On the night before baseball's top prospect, Byron Buxton, was scheduled to address a crowded ballroom at baseball's minor league awards ceremony, Denard Span breezed through a lobby filled with the sport's movers and shakers.

The former Twins center fielder stopped several times to shake hands and sign autographs Wednesday as he moved coolly to the MLB Network set for a live interview.

Watching the broadcast from a sixth-floor suite at the Dolphin Hotel, Twins general manager Terry Ryan and other team officials smiled. It wasn't all that long ago that Span was painfully shy; now look at him.

"Denard was not comfortable doing interviews and that type of thing when he was coming up through the system and even his first year in the big leagues," said Brad Steil, Twins director of minor league operations. "Denard spent a lot of time and worked hard at it."

In that regard, Buxton, the Twins' star prospect, is years ahead of Span.

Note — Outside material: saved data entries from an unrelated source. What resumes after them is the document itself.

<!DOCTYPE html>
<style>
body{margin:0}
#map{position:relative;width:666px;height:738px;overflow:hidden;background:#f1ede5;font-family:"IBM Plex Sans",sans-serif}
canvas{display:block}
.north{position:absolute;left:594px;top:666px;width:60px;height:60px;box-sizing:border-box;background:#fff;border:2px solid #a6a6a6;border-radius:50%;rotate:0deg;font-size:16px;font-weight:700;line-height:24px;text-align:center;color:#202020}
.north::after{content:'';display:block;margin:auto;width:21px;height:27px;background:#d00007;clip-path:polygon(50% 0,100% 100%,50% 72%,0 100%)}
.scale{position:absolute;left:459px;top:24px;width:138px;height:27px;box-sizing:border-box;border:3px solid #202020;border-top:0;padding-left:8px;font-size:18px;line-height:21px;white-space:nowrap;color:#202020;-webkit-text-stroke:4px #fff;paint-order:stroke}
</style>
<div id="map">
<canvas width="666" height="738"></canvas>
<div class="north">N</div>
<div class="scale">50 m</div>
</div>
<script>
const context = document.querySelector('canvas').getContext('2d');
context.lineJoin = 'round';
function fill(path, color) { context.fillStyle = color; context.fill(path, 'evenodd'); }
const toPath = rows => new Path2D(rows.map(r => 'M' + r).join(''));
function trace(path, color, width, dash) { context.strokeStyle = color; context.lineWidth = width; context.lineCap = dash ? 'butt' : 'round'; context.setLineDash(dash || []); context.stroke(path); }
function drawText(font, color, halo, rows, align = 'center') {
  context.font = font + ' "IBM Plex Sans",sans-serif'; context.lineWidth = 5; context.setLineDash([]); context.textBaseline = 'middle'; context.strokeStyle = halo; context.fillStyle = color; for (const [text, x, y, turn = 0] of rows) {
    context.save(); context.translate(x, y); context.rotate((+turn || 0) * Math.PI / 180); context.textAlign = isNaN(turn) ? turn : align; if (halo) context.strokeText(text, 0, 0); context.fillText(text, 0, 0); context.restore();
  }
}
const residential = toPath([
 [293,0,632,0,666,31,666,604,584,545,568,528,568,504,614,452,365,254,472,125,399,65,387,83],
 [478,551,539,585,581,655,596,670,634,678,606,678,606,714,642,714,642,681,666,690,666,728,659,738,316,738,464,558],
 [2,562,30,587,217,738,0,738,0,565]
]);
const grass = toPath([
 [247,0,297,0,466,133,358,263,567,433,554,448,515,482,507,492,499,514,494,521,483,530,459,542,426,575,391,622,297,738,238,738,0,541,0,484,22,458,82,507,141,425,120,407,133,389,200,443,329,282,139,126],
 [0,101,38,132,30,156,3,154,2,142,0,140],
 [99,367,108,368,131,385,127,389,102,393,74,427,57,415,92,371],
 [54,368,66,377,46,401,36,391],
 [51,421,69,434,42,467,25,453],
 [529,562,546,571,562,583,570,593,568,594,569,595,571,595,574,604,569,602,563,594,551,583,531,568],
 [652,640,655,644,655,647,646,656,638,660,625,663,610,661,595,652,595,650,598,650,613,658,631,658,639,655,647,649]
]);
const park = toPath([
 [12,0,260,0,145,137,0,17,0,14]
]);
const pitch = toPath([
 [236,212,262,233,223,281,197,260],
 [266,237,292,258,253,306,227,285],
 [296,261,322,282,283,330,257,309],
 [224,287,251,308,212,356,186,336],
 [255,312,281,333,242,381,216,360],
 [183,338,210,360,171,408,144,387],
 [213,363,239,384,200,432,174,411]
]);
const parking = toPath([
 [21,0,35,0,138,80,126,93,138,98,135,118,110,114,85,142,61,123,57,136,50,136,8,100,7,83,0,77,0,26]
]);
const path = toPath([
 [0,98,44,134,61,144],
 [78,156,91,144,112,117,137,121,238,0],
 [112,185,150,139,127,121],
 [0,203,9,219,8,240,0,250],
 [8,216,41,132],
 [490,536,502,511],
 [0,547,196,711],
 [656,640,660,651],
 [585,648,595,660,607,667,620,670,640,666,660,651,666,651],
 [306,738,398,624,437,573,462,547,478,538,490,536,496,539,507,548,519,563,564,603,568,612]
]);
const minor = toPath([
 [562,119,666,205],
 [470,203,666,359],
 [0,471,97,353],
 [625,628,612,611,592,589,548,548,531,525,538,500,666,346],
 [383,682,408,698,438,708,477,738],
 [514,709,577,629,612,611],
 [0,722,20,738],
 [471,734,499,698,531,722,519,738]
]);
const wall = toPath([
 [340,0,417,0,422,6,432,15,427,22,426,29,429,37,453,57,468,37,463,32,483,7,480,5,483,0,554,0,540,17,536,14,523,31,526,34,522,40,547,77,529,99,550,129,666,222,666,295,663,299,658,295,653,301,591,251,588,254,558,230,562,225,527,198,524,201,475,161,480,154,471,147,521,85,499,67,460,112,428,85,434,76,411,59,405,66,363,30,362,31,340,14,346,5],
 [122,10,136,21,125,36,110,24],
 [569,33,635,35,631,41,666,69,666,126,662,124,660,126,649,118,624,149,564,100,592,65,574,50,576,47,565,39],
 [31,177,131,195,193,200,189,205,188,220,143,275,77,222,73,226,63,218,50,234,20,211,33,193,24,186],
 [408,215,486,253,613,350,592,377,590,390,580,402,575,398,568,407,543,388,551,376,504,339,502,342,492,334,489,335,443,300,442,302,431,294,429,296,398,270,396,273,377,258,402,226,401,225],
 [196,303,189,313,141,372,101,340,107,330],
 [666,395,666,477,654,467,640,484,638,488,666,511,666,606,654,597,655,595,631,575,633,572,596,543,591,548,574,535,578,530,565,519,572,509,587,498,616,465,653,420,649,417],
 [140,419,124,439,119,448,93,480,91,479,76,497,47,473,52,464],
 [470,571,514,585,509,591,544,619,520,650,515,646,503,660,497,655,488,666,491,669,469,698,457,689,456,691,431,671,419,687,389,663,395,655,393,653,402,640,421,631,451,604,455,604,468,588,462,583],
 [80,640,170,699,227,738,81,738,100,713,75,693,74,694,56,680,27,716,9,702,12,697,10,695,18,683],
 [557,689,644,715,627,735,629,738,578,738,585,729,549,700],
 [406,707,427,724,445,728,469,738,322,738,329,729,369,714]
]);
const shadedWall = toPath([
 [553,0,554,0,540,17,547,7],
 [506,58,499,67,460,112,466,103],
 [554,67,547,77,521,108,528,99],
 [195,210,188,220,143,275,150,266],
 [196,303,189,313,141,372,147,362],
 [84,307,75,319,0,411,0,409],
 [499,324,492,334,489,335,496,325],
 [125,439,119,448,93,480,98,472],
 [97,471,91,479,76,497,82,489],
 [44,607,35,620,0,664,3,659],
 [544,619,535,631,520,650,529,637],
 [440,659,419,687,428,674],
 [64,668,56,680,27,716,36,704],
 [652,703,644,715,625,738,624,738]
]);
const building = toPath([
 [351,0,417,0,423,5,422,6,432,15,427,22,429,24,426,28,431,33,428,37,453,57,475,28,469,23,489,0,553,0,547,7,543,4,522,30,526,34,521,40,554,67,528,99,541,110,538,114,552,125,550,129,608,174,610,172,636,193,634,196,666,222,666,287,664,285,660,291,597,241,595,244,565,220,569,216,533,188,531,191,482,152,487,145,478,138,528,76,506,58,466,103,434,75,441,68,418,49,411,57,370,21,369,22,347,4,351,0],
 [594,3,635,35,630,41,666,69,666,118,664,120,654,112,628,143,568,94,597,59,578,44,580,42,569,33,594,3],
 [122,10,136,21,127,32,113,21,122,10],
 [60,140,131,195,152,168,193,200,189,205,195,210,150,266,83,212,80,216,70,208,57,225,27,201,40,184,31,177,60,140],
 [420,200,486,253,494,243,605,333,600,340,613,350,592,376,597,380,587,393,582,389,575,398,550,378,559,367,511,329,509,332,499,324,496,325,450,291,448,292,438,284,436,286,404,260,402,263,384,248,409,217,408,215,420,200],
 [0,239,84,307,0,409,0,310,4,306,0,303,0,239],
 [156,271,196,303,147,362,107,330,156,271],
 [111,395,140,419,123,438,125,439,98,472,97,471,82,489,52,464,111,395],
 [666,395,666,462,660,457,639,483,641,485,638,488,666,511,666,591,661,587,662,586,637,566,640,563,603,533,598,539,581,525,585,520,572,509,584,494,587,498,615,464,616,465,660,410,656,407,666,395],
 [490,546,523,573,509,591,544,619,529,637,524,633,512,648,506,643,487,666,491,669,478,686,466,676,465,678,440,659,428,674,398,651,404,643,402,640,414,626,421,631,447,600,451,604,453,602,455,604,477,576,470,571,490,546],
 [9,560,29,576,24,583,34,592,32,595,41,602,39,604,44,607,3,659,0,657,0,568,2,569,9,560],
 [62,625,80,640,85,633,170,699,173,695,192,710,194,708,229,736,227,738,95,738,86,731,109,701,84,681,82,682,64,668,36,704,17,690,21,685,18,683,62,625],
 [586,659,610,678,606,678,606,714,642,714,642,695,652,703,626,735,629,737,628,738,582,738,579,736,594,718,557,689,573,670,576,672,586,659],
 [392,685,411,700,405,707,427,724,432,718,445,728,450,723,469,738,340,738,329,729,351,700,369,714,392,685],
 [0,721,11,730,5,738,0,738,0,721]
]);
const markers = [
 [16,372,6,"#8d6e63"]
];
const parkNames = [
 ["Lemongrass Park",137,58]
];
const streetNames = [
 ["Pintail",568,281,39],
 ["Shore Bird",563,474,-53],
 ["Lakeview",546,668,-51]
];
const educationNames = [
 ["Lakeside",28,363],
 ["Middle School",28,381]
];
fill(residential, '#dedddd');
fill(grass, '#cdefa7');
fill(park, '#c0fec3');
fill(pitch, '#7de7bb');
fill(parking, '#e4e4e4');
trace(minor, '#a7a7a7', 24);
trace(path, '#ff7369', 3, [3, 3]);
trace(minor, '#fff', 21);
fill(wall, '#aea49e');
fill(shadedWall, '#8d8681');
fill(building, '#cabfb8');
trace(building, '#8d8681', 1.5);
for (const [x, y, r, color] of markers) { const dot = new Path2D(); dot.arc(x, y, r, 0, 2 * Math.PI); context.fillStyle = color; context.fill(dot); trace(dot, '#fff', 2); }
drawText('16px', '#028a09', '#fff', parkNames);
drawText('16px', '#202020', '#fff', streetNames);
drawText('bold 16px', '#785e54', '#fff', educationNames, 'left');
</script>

As fate would have it, around the time Span exited the lobby, his likely eventual successor as Twins center fielder was walking in. Buxton had just made the 3-1/2-hour drive from Baxley, Ga., in his red Ford F-150. His family stayed behind because of work obligations.

"Can't stop working," Buxton said.

Thanks to that work ethic, and off-the-charts talent, Buxton was set to be honored Thursday evening as Baseball America's minor league player of the year. Still a week from his 20th birthday, Buxton would be addressing what was easily the largest audience of his young life.

The previous high?

"Probably about 25," he said.

Not 2,500. Twenty-five, about the size of the largest class Buxton had at Appling County High School.

He offered a few details about his speech, in which he planned to thank God, his family, the Twins and his agency, Jet Sports Management.

"It will be short, I'm sure," he said with a laugh.

The Twins know Buxton can play or they wouldn't have drafted him second overall in 2012 and handed him a $6 million signing bonus, largest in club history. Even so, they were amazed by some of the things he did on baseball fields in 2013 during dominant stops at low-Class A Cedar Rapids and Class A Fort Myers.